If you’ve been reading this blog for any length of time, you know I’ve been writing about the use of Republican National Committee mail servers by White House staffers (here, here and here).

When I began writing, I just knew it was wrong in the abstract. I had no idea if these non-governmentally served emails would pose a problem or enter into any partisan battle.

I guess they do. Tonight, Jon Stewart spent the first 7:00 of his show on the subject. After the break, he came back and did some more.

The original reason for me to write about these email accounts was to question if and how long it would take for a big story to develop. My first entry on this was March 28, 2007.

Not all breaking news explodes. Some just simmers its way into the public consciousness.

Is It Soup Yet?

For the past few weeks I have been following (here and here), with great interest, stories about White House staffers using non-governmental email accounts while discussing government business on ‘company’ time. Obviously, that makes them somewhat more difficult to find (especially if people searching didn’t know there was any off site email to begin with).

It seemed like such an explosive story… but there’s hardly any buzz.

The LA Times seems to be carrying the water on this. Wednesday evening they added:

The White House said today that it may have lost what could amount to thousands of messages sent through a private e-mail system used by political guru Karl Rove and at least 50 other top officials, an admission that stirred anger and dismay among congressional investigators.

I hate it when email gets lost. It’s so convenient tragic.

This story has been bubbling for a while – weeks now. Will it graduate to the big leagues? Who knows. It’s funny how some stories ooze out as opposed to break out.

It still looks like a big story to me.

The White House Email Story

On March 28, I wrote about White House staffers using ‘off the books’ email addresses from work. I thought the story would gain traction. It has not… until now.

The LA Times has picked up the story with a fairly long piece in this morning’s paper.

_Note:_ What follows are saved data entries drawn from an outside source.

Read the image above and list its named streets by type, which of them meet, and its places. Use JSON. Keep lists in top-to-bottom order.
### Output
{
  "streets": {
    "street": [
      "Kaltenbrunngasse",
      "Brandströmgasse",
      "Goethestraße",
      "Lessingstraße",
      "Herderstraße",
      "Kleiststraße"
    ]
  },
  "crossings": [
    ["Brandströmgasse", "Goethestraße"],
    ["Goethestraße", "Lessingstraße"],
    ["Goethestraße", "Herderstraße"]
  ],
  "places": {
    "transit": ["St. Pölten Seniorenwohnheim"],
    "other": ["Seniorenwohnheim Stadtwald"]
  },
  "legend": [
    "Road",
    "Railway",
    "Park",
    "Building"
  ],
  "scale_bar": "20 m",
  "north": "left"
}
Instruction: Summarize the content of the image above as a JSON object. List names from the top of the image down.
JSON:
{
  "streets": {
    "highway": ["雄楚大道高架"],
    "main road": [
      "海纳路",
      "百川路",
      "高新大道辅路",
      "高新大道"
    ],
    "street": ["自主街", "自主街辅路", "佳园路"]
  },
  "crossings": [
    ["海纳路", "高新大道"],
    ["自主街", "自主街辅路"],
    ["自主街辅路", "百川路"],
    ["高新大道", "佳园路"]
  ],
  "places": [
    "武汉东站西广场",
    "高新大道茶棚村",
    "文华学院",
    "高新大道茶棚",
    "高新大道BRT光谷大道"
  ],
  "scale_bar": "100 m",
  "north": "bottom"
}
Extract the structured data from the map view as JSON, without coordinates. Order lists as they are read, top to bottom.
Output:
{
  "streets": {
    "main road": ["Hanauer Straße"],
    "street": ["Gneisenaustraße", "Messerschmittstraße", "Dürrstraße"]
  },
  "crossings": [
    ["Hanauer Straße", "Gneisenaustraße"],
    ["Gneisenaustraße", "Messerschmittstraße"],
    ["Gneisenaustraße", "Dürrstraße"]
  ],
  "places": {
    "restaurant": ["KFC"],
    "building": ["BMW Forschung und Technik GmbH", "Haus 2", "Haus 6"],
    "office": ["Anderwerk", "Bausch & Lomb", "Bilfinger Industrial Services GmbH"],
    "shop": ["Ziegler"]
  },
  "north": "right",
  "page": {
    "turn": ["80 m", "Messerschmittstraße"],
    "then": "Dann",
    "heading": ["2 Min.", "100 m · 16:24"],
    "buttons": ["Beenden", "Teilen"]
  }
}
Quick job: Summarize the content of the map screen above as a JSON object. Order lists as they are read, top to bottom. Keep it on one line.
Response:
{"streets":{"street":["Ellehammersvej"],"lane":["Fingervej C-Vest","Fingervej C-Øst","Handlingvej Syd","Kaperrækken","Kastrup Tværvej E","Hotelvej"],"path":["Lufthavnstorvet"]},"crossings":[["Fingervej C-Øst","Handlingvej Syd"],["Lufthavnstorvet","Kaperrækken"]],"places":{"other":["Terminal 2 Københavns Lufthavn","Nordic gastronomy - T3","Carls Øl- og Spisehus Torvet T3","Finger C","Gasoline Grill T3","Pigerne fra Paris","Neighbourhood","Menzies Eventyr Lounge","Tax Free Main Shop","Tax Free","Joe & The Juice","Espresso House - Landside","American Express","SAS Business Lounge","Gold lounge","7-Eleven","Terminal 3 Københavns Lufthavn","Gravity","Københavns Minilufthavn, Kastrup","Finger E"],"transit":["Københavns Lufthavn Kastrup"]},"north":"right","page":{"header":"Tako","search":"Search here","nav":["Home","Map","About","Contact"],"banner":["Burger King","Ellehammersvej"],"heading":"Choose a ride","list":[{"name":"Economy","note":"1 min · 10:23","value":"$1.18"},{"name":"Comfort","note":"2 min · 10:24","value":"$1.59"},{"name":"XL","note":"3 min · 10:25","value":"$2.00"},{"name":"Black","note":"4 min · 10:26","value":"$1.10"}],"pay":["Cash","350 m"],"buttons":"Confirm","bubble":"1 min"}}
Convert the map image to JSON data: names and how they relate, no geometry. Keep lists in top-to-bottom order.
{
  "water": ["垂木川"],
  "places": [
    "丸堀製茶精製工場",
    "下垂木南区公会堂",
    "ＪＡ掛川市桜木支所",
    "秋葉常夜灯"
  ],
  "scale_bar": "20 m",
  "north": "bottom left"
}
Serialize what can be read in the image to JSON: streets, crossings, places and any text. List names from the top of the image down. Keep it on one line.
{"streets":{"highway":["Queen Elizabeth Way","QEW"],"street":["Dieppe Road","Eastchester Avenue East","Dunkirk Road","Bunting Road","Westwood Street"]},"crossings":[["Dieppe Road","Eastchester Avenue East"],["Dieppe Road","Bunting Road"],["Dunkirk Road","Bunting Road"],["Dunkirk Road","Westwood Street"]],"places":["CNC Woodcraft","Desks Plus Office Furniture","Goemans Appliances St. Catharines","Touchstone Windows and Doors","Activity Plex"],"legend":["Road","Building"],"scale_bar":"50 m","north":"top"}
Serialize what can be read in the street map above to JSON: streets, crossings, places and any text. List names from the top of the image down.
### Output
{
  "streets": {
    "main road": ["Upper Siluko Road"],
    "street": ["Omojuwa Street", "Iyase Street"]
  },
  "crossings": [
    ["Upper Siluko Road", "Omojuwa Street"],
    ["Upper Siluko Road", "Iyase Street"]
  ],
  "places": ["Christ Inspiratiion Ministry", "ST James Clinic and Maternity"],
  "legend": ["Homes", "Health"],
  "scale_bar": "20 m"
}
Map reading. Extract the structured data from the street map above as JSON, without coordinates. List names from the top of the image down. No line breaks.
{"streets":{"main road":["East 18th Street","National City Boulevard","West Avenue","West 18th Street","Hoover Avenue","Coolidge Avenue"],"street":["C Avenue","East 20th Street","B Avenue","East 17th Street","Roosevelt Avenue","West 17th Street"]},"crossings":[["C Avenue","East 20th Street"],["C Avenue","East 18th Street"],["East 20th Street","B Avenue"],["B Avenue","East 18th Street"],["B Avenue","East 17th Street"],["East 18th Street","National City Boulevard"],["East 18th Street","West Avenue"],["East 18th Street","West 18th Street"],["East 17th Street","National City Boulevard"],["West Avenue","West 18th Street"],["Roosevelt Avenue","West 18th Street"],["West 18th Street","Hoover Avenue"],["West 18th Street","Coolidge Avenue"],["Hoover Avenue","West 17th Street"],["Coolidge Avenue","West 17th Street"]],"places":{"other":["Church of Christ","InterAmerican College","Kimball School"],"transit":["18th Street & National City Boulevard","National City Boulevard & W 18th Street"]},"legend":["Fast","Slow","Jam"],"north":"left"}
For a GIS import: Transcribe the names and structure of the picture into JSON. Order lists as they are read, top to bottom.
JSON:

It’s funny how some news explodes while other stories slowly gain steam until they reach critical mass. It’s as if the editors are looking for cover by making sure others approve of their story choices.

No, it’s not as if. It just is! Everyone needs some assurance their choices are correct. Editors are no exception.

Quick Prediction

There is a story bubbling beneath the surface on the Internet that I expect will break through as a very large story over the next few days. It will be a partisan story and I’d like to not get involved in that part here on the blog.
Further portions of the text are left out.